Richard Lindsay Dowden (1932-2016), sometimes known as Dick Dowden, was an Australian-born New Zealand-resident scientist and researcher, and a recognised authority within the fields of geo- and astrophysics.

==Biography==
Dowden was born in Boorowa, New South Wales in 1932 and grew up in Sydney. He married occupational therapist Eleanor Widdicombe in 1959 and the couple and their large family lived in Hobart and Dunedin,
 residing at Linden in the latter city.

==Education==
Dowden was educated at Saint Ignatius' College, Riverview and later studied science at the University of Sydney, graduating with a Bachelor of Science Honours degree in 1955. He subsequently undertook research studies with the University of Tasmania, graduating with a Master of Science in 1959, a PhD in 1965, and a Doctor of Science in 1975.

==Career==
Dowden served as a scientist with the Radiophysics Division of the CSIRO, as a scientist on Macquarie Island, and as a scientist with the Ionic Prediction Service in Hobart. He served as an academic with the University of Tasmania and Otago University (1966-1998), where he was appointed Beverly Professor of Physics. In the course of his career, Dowden made numerous research journeys to both the Arctic and Antarctic regions.

The research from Dowden was extensive. Areas of research included electromagnetic theory and detection techniques, the polarity and longitude of the dipole axis of Jupiter, very low frequency emissions, the dynamic spectral shape of electrons in electromagnetic radiation, high frequency ionospheric sounders; very low frequency modulation of the auroral electrojet; detection and interpretation of red sprites; invention of the dynagraph; and Jupiter polarmetrics.

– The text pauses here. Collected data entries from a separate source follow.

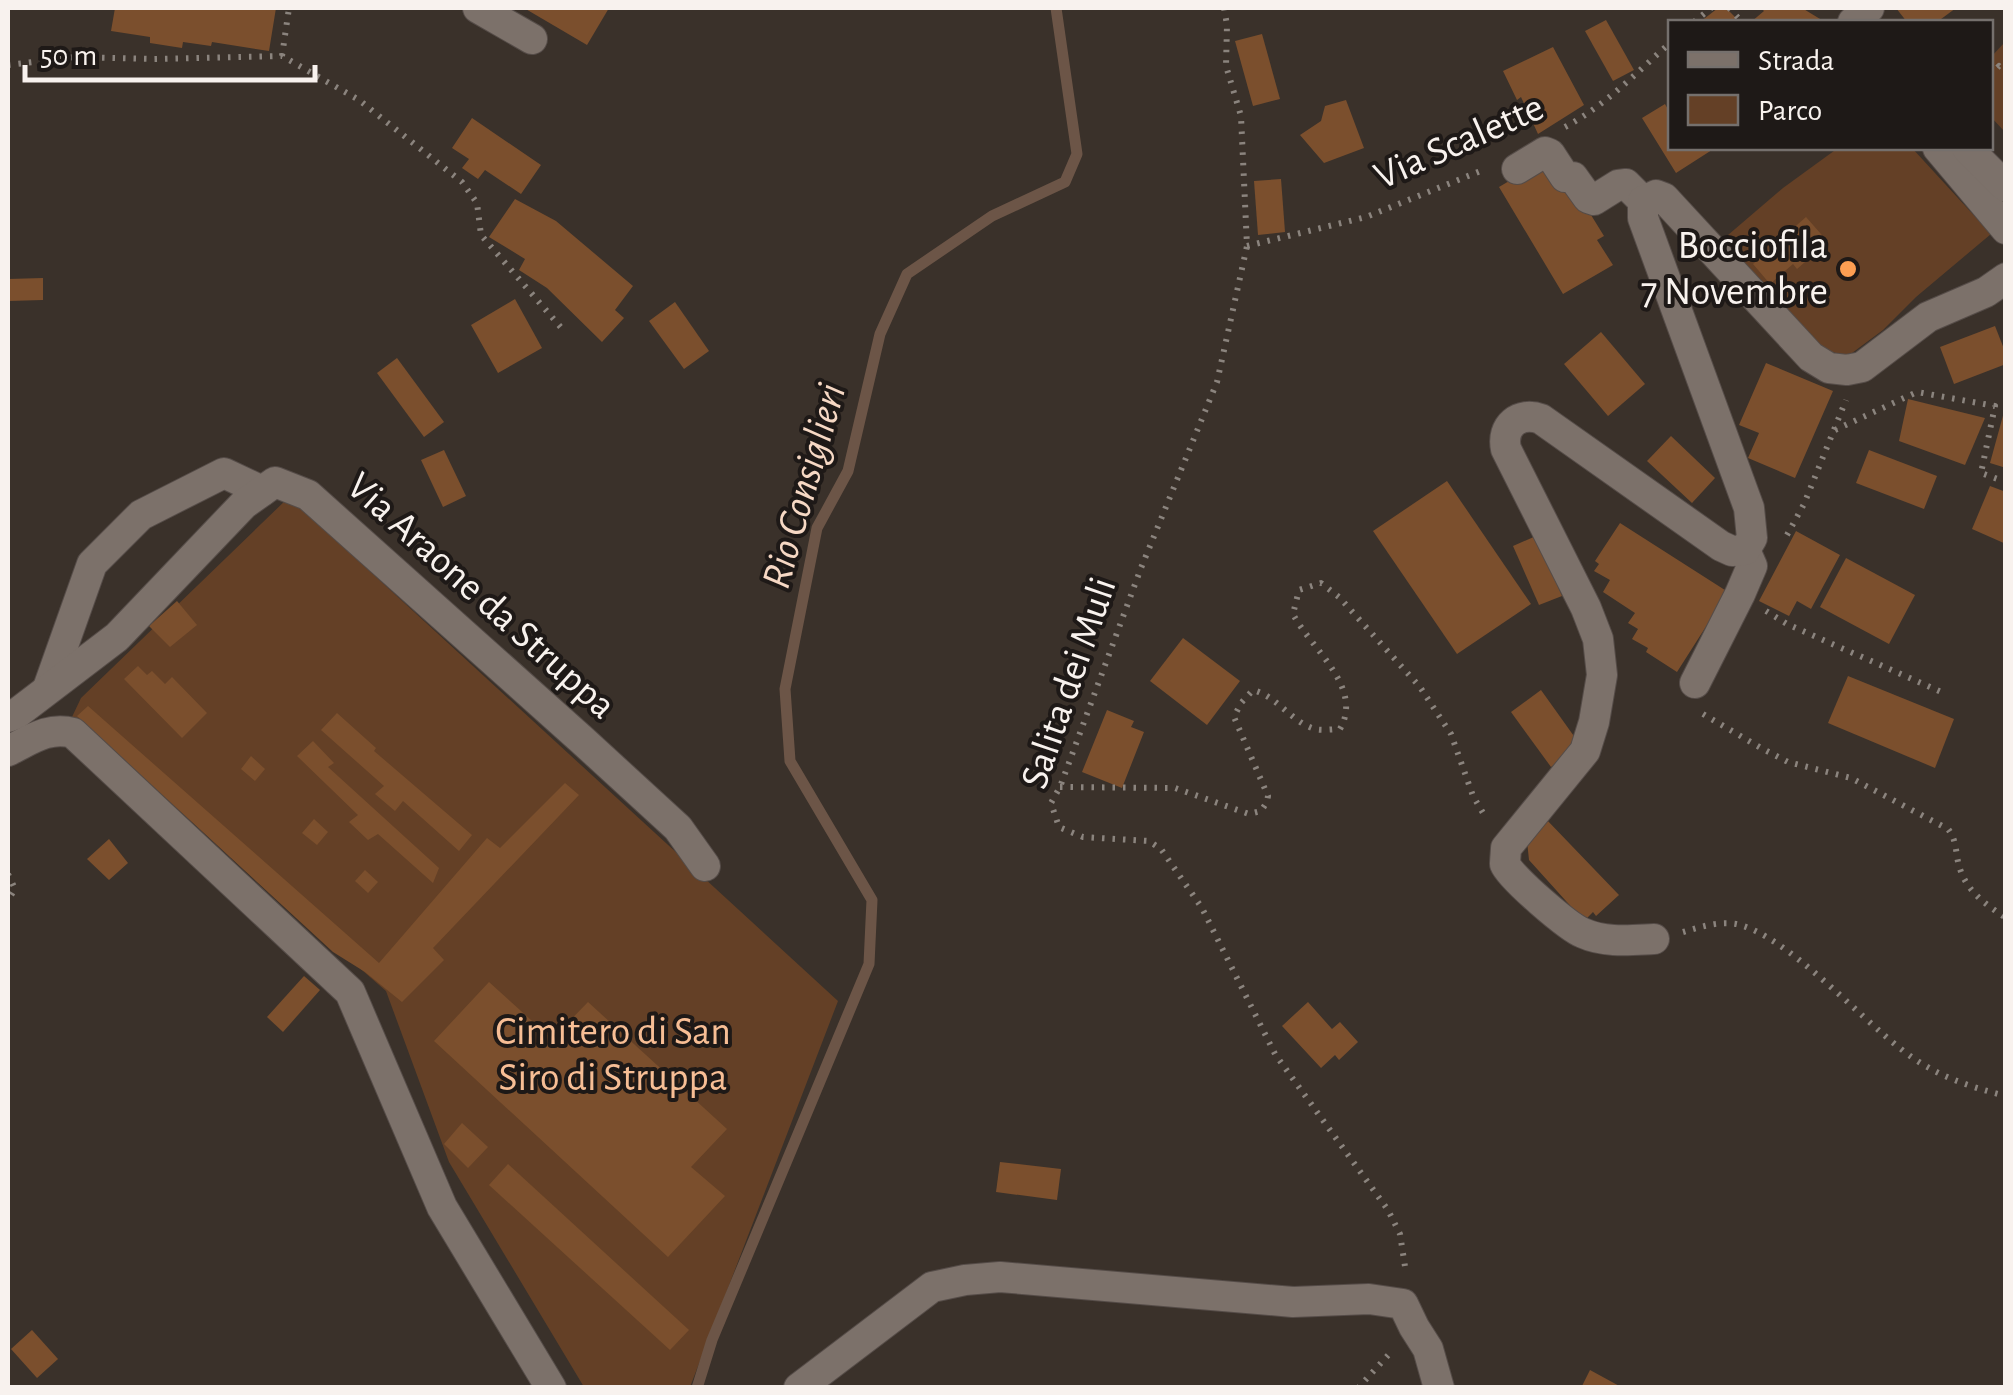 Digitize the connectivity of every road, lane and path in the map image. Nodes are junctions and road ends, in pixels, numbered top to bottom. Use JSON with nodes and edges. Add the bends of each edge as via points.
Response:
{"nodes":[{"id":1,"x":289,"y":8,"type":"edge"},
{"id":2,"x":478,"y":8,"type":"edge"},
{"id":3,"x":1224,"y":8,"type":"edge"},
{"id":4,"x":532,"y":39,"type":"dead end"},
{"id":5,"x":1668,"y":45,"type":"edge"},
{"id":6,"x":282,"y":56,"type":"junction"},
{"id":7,"x":8,"y":65,"type":"edge"},
{"id":8,"x":1549,"y":136,"type":"dead end"},
{"id":9,"x":1940,"y":150,"type":"edge"},
{"id":10,"x":1969,"y":150,"type":"edge"},
{"id":11,"x":1508,"y":166,"type":"joint"},
{"id":12,"x":2006,"y":187,"type":"edge"},
{"id":13,"x":1643,"y":201,"type":"junction"},
{"id":14,"x":2006,"y":229,"type":"edge"},
{"id":15,"x":1247,"y":246,"type":"junction"},
{"id":16,"x":2006,"y":278,"type":"edge"},
{"id":17,"x":564,"y":331,"type":"dead end"},
{"id":18,"x":1846,"y":400,"type":"dead end"},
{"id":19,"x":1834,"y":430,"type":"junction"},
{"id":20,"x":2006,"y":482,"type":"edge"},
{"id":21,"x":262,"y":492,"type":"junction"},
{"id":22,"x":1744,"y":550,"type":"junction"},
{"id":23,"x":1779,"y":550,"type":"dead end"},
{"id":24,"x":1740,"y":594,"type":"junction"},
{"id":25,"x":1694,"y":683,"type":"joint"},
{"id":26,"x":48,"y":688,"type":"junction"},
{"id":27,"x":1946,"y":694,"type":"dead end"},
{"id":28,"x":8,"y":717,"type":"edge"},
{"id":29,"x":8,"y":752,"type":"edge"},
{"id":30,"x":1060,"y":787,"type":"junction"},
{"id":31,"x":1506,"y":848,"type":"junction"},
{"id":32,"x":705,"y":866,"type":"dead end"},
{"id":33,"x":8,"y":874,"type":"edge"},
{"id":34,"x":8,"y":900,"type":"edge"},
{"id":35,"x":2006,"y":918,"type":"edge"},
{"id":36,"x":1654,"y":938,"type":"joint"},
{"id":37,"x":2006,"y":1096,"type":"edge"},
{"id":38,"x":1408,"y":1316,"type":"junction"},
{"id":39,"x":551,"y":1388,"type":"edge"},
{"id":40,"x":800,"y":1388,"type":"edge"},
{"id":41,"x":1358,"y":1388,"type":"edge"},
{"id":42,"x":1439,"y":1388,"type":"edge"}],
"edges":[{"from":1,"to":6,"type":"path"},
{"from":2,"to":4,"type":"street"},
{"from":3,"to":15,"type":"path","name":"Salita dei Muli","via":[[1226,66],[1241,116]]},
{"from":5,"to":8,"type":"path","name":"Via Scalette","via":[[1616,94]]},
{"from":6,"to":7,"type":"path","via":[[76,57]]},
{"from":6,"to":17,"type":"path","via":[[359,100],[462,182],[476,204],[481,235]]},
{"from":9,"to":14,"type":"street"},
{"from":10,"to":12,"type":"street"},
{"from":11,"to":13,"type":"street","via":[[1545,152],[1588,198],[1626,184]]},
{"from":11,"to":15,"type":"path","name":"Via Scalette","via":[[1366,217]]},
{"from":13,"to":16,"type":"street","via":[[1664,198],[1829,368],[1862,367],[1928,318]]},
{"from":13,"to":22,"type":"street","via":[[1750,508],[1752,538]]},
{"from":15,"to":30,"type":"path","name":"Salita dei Muli","via":[[1217,382]]},
{"from":18,"to":19,"type":"path"},
{"from":19,"to":20,"type":"path","via":[[1918,392],[1995,406],[1981,473]]},
{"from":19,"to":23,"type":"path"},
{"from":21,"to":26,"type":"street","via":[[117,637]]},
{"from":21,"to":26,"type":"street","via":[[224,473],[141,515],[92,564]]},
{"from":21,"to":32,"type":"street","name":"Via Araone da Struppa","via":[[275,482],[308,494],[678,828]]},
{"from":22,"to":24,"type":"street","via":[[1752,566]]},
{"from":22,"to":31,"type":"street","via":[[1721,546],[1541,418],[1526,416],[1508,427],[1506,449],[1586,608],[1602,675],[1586,751]]},
{"from":24,"to":25,"type":"street"},
{"from":24,"to":27,"type":"path","via":[[1787,624]]},
{"from":25,"to":35,"type":"path","via":[[1692,708],[1760,748],[1851,778],[1948,829],[1976,897]]},
{"from":26,"to":28,"type":"street"},
{"from":29,"to":39,"type":"street","via":[[48,731],[73,732],[350,992],[442,1207]]},
{"from":30,"to":31,"type":"path","via":[[1175,788],[1249,814],[1261,812],[1268,796],[1234,717],[1241,703],[1253,690],[1264,693],[1316,730],[1340,729],[1347,717],[1341,680],[1293,614],[1299,590],[1320,583],[1420,687],[1451,734],[1473,796]]},
{"from":30,"to":38,"type":"path","name":"Salita dei Muli","via":[[1051,804],[1060,827],[1083,837],[1148,841],[1162,850],[1202,908],[1275,1054],[1394,1222]]},
{"from":31,"to":36,"type":"street","via":[[1505,863],[1515,878],[1583,934]]},
{"from":33,"to":34,"type":"path","via":[[16,889]]},
{"from":36,"to":37,"type":"path","via":[[1717,923],[1763,934],[1903,1051],[1948,1080]]},
{"from":38,"to":40,"type":"street","via":[[1369,1299],[1292,1302],[1000,1277],[965,1280],[932,1287]]},
{"from":38,"to":41,"type":"path"},
{"from":38,"to":42,"type":"street","via":[[1428,1348]]}]}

Dowden authored or co-authored some 119 scientific monographs.

==Recognition==
The work of Richard Dowden was recognised with the awards of the Mechaelis Medal, the Sidey Medal, and the Australian Antarctic Division Medal. Dowden was made a Fellow of the New Zealand Institute of Physics, a Fellow of the Royal Society of New Zealand, and a Fellow of the American Geophysical Union. The Otago Daily Times, in its obituary for Dowden, described him as an "award-winning researcher" and an "influential teacher".